Казалось, все осталось по-прежнему. Анюта была с ним, как со всеми, ровна, но исчезло то, что было источником радости. Она стала не просто ровна, а равнодушна. Николай это понял. Несколько дней он ходил чернее тучи. А потом словно что-то приказал себе. И в один прекрасный день встал как ни в чем не бывало, и только очень пристальный глаз замечал, что на душе у него камень.

Сизов смотрел на все это исподлобья, угрюмо и потерянно. Искра – с грустью, молча. Лира бушевал.

– Она просто спятила! – жарко объяснял он Гале. – Вот я ей скажу.

– Что ты ей скажешь?

– Так и скажу, что она спятила.

– Очень будет вежливо и красиво…

– Галина Константиновна, за что же она на него злится? За то, что он на нее подумал? Что ж такого?

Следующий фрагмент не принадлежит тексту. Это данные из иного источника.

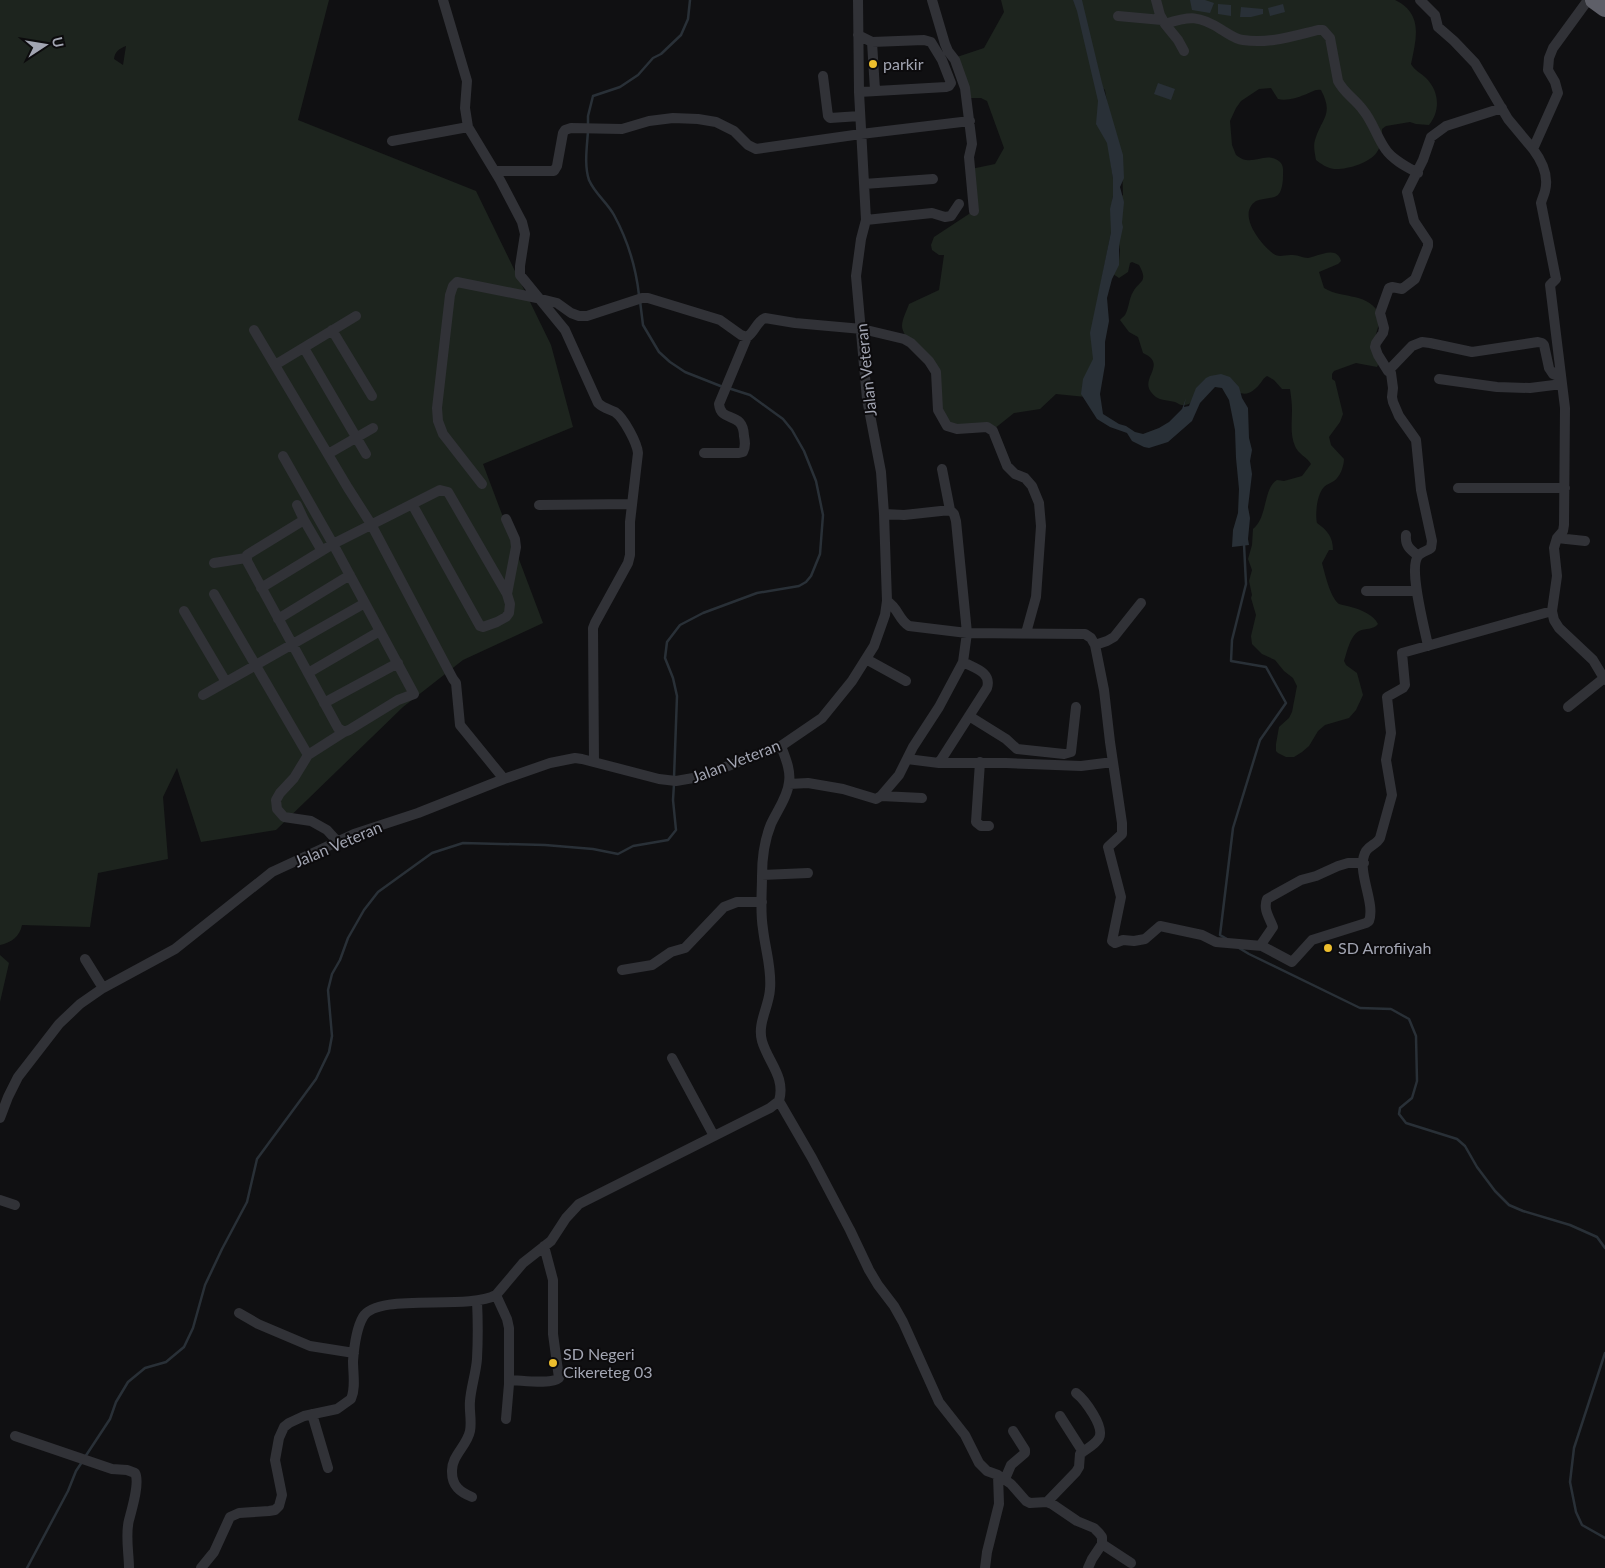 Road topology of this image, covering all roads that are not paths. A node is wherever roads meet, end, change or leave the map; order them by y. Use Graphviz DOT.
graph roads {
  1 [pos="443,0"];
  2 [pos="858,0"];
  3 [pos="932,0"];
  4 [pos="1156,0"];
  5 [pos="1420,0"];
  6 [pos="1588,0"];
  7 [pos="1594,0"];
  8 [pos="1605,8"];
  9 [pos="1118,16"];
  10 [pos="1163,22"];
  11 [pos="858,35"];
  12 [pos="872,42"];
  13 [pos="1184,51"];
  14 [pos="823,76"];
  15 [pos="875,90"];
  16 [pos="859,92"];
  17 [pos="1502,108"];
  18 [pos="860,116"];
  19 [pos="970,121"];
  20 [pos="468,127"];
  21 [pos="861,134"];
  22 [pos="392,142"];
  23 [pos="1533,150"];
  24 [pos="495,171"];
  25 [pos="1418,172"];
  26 [pos="933,179"];
  27 [pos="864,184"];
  28 [pos="958,204"];
  29 [pos="974,211"];
  30 [pos="866,220"];
  31 [pos="538,298"];
  32 [pos="356,316"];
  33 [pos="254,330"];
  34 [pos="332,330"];
  35 [pos="862,330"];
  36 [pos="747,337"];
  37 [pos="304,348"];
  38 [pos="275,365"];
  39 [pos="1388,371"];
  40 [pos="1439,378"];
  41 [pos="1562,380"];
  42 [pos="372,396"];
  43 [pos="373,428"];
  44 [pos="357,438"];
  45 [pos="704,453"];
  46 [pos="328,454"];
  47 [pos="366,454"];
  48 [pos="283,456"];
  49 [pos="942,469"];
  50 [pos="482,484"];
  51 [pos="1458,488"];
  52 [pos="1564,488"];
  53 [pos="412,504"];
  54 [pos="632,504"];
  55 [pos="297,505"];
  56 [pos="539,505"];
  57 [pos="950,510"];
  58 [pos="884,514"];
  59 [pos="506,519"];
  60 [pos="304,520"];
  61 [pos="371,524"];
  62 [pos="1406,535"];
  63 [pos="1557,538"];
  64 [pos="1584,541"];
  65 [pos="334,544"];
  66 [pos="322,551"];
  67 [pos="1418,556"];
  68 [pos="246,558"];
  69 [pos="214,563"];
  70 [pos="350,575"];
  71 [pos="262,588"];
  72 [pos="1366,591"];
  73 [pos="1416,591"];
  74 [pos="214,594"];
  75 [pos="507,594"];
  76 [pos="886,601"];
  77 [pos="365,603"];
  78 [pos="1141,603"];
  79 [pos="184,611"];
  80 [pos="1552,611"];
  81 [pos="278,619"];
  82 [pos="380,631"];
  83 [pos="967,633"];
  84 [pos="1026,633"];
  85 [pos="292,645"];
  86 [pos="1095,645"];
  87 [pos="1428,646"];
  88 [pos="866,660"];
  89 [pos="963,662"];
  90 [pos="398,663"];
  91 [pos="256,666"];
  92 [pos="308,673"];
  93 [pos="1604,679"];
  94 [pos="906,681"];
  95 [pos="226,682"];
  96 [pos="204,695"];
  97 [pos="324,702"];
  98 [pos="1568,706"];
  99 [pos="1076,707"];
  100 [pos="969,716"];
  101 [pos="344,732"];
  102 [pos="781,746"];
  103 [pos="308,756"];
  104 [pos="907,760"];
  105 [pos="594,762"];
  106 [pos="980,762"];
  107 [pos="1113,762"];
  108 [pos="939,764"];
  109 [pos="504,779"];
  110 [pos="789,784"];
  111 [pos="881,796"];
  112 [pos="922,798"];
  113 [pos="990,826"];
  114 [pos="334,843"];
  115 [pos="1364,863"];
  116 [pos="808,873"];
  117 [pos="762,874"];
  118 [pos="762,902"];
  119 [pos="1262,946"];
  120 [pos="85,959"];
  121 [pos="622,970"];
  122 [pos="103,988"];
  123 [pos="672,1058"];
  124 [pos="779,1100"];
  125 [pos="0,1118"];
  126 [pos="714,1136"];
  127 [pos="0,1200"];
  128 [pos="15,1205"];
  129 [pos="544,1246"];
  130 [pos="496,1295"];
  131 [pos="477,1301"];
  132 [pos="239,1313"];
  133 [pos="354,1353"];
  134 [pos="509,1380"];
  135 [pos="1076,1394"];
  136 [pos="312,1414"];
  137 [pos="1060,1416"];
  138 [pos="506,1418"];
  139 [pos="1013,1431"];
  140 [pos="15,1436"];
  141 [pos="1083,1452"];
  142 [pos="328,1468"];
  143 [pos="1002,1477"];
  144 [pos="472,1497"];
  145 [pos="1047,1502"];
  146 [pos="1102,1544"];
  147 [pos="1131,1563"];
  148 [pos="130,1568"];
  149 [pos="201,1568"];
  150 [pos="985,1568"];
  151 [pos="1088,1568"];
  1 -- 20 [label="street"];
  2 -- 11 [label="street, Jalan Veteran"];
  3 -- 19 [label="street"];
  4 -- 10 [label="street"];
  5 -- 17 [label="street"];
  6 -- 23 [label="street"];
  7 -- 8 [label="highway"];
  9 -- 10 [label="street"];
  10 -- 13 [label="street"];
  10 -- 25 [label="street"];
  11 -- 12 [label="street"];
  11 -- 16 [label="street, Jalan Veteran"];
  12 -- 15 [label="street"];
  12 -- 15 [label="street"];
  14 -- 18 [label="street"];
  15 -- 16 [label="street"];
  16 -- 18 [label="street, Jalan Veteran"];
  17 -- 23 [label="street"];
  17 -- 25 [label="street"];
  18 -- 21 [label="street, Jalan Veteran"];
  19 -- 21 [label="street"];
  19 -- 29 [label="street"];
  20 -- 22 [label="street"];
  20 -- 24 [label="street"];
  21 -- 24 [label="street"];
  21 -- 27 [label="street, Jalan Veteran"];
  23 -- 41 [label="street"];
  24 -- 31 [label="street"];
  25 -- 39 [label="street"];
  26 -- 27 [label="street"];
  27 -- 30 [label="street, Jalan Veteran"];
  28 -- 30 [label="street"];
  30 -- 35 [label="street, Jalan Veteran"];
  31 -- 36 [label="street"];
  31 -- 50 [label="street"];
  31 -- 54 [label="street"];
  32 -- 34 [label="street"];
  33 -- 38 [label="street"];
  34 -- 37 [label="street"];
  34 -- 42 [label="street"];
  35 -- 36 [label="street"];
  35 -- 58 [label="street, Jalan Veteran"];
  35 -- 84 [label="street"];
  36 -- 45 [label="street"];
  37 -- 38 [label="street"];
  37 -- 44 [label="street"];
  38 -- 46 [label="street"];
  39 -- 41 [label="street"];
  39 -- 67 [label="street"];
  40 -- 41 [label="street"];
  41 -- 52 [label="street"];
  43 -- 44 [label="street"];
  44 -- 46 [label="street"];
  44 -- 47 [label="street"];
  46 -- 61 [label="street"];
  48 -- 65 [label="street"];
  49 -- 57 [label="street"];
  51 -- 52 [label="street"];
  52 -- 63 [label="street"];
  53 -- 61 [label="street"];
  53 -- 75 [label="street"];
  53 -- 75 [label="street"];
  54 -- 56 [label="street"];
  54 -- 105 [label="street"];
  55 -- 60 [label="street"];
  57 -- 58 [label="street"];
  57 -- 83 [label="street"];
  58 -- 76 [label="street, Jalan Veteran"];
  59 -- 75 [label="street"];
  60 -- 66 [label="street"];
  60 -- 68 [label="street"];
  61 -- 65 [label="street"];
  61 -- 109 [label="street"];
  62 -- 67 [label="street"];
  63 -- 64 [label="street"];
  63 -- 80 [label="street"];
  65 -- 66 [label="street"];
  65 -- 70 [label="street"];
  66 -- 71 [label="street"];
  67 -- 73 [label="street"];
  68 -- 69 [label="street"];
  68 -- 71 [label="street"];
  70 -- 77 [label="street"];
  70 -- 81 [label="street"];
  71 -- 81 [label="street"];
  72 -- 73 [label="street"];
  73 -- 87 [label="street"];
  74 -- 91 [label="street"];
  76 -- 83 [label="street"];
  76 -- 88 [label="street, Jalan Veteran"];
  77 -- 82 [label="street"];
  77 -- 85 [label="street"];
  78 -- 86 [label="street"];
  79 -- 95 [label="street"];
  80 -- 87 [label="street"];
  80 -- 93 [label="street"];
  81 -- 85 [label="street"];
  82 -- 90 [label="street"];
  82 -- 92 [label="street"];
  83 -- 84 [label="street"];
  83 -- 89 [label="street"];
  84 -- 86 [label="street"];
  85 -- 91 [label="street"];
  85 -- 92 [label="street"];
  86 -- 107 [label="street"];
  87 -- 115 [label="street"];
  88 -- 94 [label="street"];
  88 -- 102 [label="street, Jalan Veteran"];
  89 -- 100 [label="street"];
  89 -- 104 [label="street"];
  90 -- 97 [label="street"];
  90 -- 101 [label="street"];
  91 -- 95 [label="street"];
  91 -- 103 [label="street"];
  92 -- 97 [label="street"];
  93 -- 98 [label="street"];
  95 -- 96 [label="street"];
  97 -- 101 [label="street"];
  99 -- 100 [label="street"];
  100 -- 108 [label="street"];
  101 -- 103 [label="street"];
  102 -- 105 [label="street, Jalan Veteran"];
  102 -- 110 [label="street"];
  103 -- 114 [label="street"];
  104 -- 108 [label="street"];
  104 -- 111 [label="street"];
  105 -- 109 [label="street, Jalan Veteran"];
  106 -- 107 [label="street"];
  106 -- 108 [label="street"];
  106 -- 113 [label="street"];
  107 -- 119 [label="street"];
  109 -- 114 [label="street, Jalan Veteran"];
  110 -- 111 [label="street"];
  110 -- 117 [label="street"];
  111 -- 112 [label="street"];
  114 -- 122 [label="street, Jalan Veteran"];
  115 -- 119 [label="street"];
  115 -- 119 [label="street"];
  116 -- 117 [label="street"];
  117 -- 118 [label="street"];
  118 -- 121 [label="street"];
  118 -- 124 [label="street"];
  120 -- 122 [label="street"];
  122 -- 125 [label="street, Jalan Veteran"];
  123 -- 126 [label="street"];
  124 -- 126 [label="street"];
  124 -- 143 [label="street"];
  126 -- 129 [label="street"];
  127 -- 128 [label="street"];
  129 -- 130 [label="street"];
  129 -- 134 [label="street"];
  130 -- 131 [label="street"];
  130 -- 134 [label="street"];
  131 -- 133 [label="street"];
  131 -- 144 [label="street"];
  132 -- 133 [label="street"];
  133 -- 136 [label="street"];
  134 -- 138 [label="street"];
  135 -- 141 [label="street"];
  136 -- 142 [label="street"];
  136 -- 149 [label="street"];
  137 -- 141 [label="street"];
  139 -- 143 [label="street"];
  140 -- 148 [label="street"];
  141 -- 145 [label="street"];
  143 -- 145 [label="street"];
  143 -- 150 [label="street"];
  145 -- 146 [label="street"];
  146 -- 147 [label="street"];
  146 -- 151 [label="street"];
}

– Простых вещей не понимаешь. Вот возьму и подумаю что ты воруешь… Простил бы?

– Так то воровство. И потом – он сказал: «Прости».

– Она и простила.

– Нет! Не простила! Это каждый видит, что не простила и затаила.

Лира хочет, чтоб Анюта относилась к Коле по-прежнему хотя не может объяснить, чем отличается это прежнее от нынешнего. Галя пробует втолковать ему, что сердцу не прикажешь и что разговаривать с Анютой она ему не советует: такие дела люди решают сами, тут вмешиваться не надо.

– А не сухарь ли она – Анюта? – вслух раздумывает Лючия Ринальдовна, раскладывая пасьянс.

– Нет, тут не то, – откликается Василий Борисович. – Это натура цельная. Она не может уделить часть, немного. Либо все, либо ничего.

– Если не прощать – жить нельзя, – снова говорит Лючия Ринальдовна.

– Чтобы прощать, надо очень любить, – отвечает Василий Борисович.

* * *

– Что у тебя с головой? Ушибся?

Виктор стоит передо мной. Лоб стянут белой повязкой, и от белизны бинта еще смуглее кажется лицо, с которого до сих пор не сошел летний загар.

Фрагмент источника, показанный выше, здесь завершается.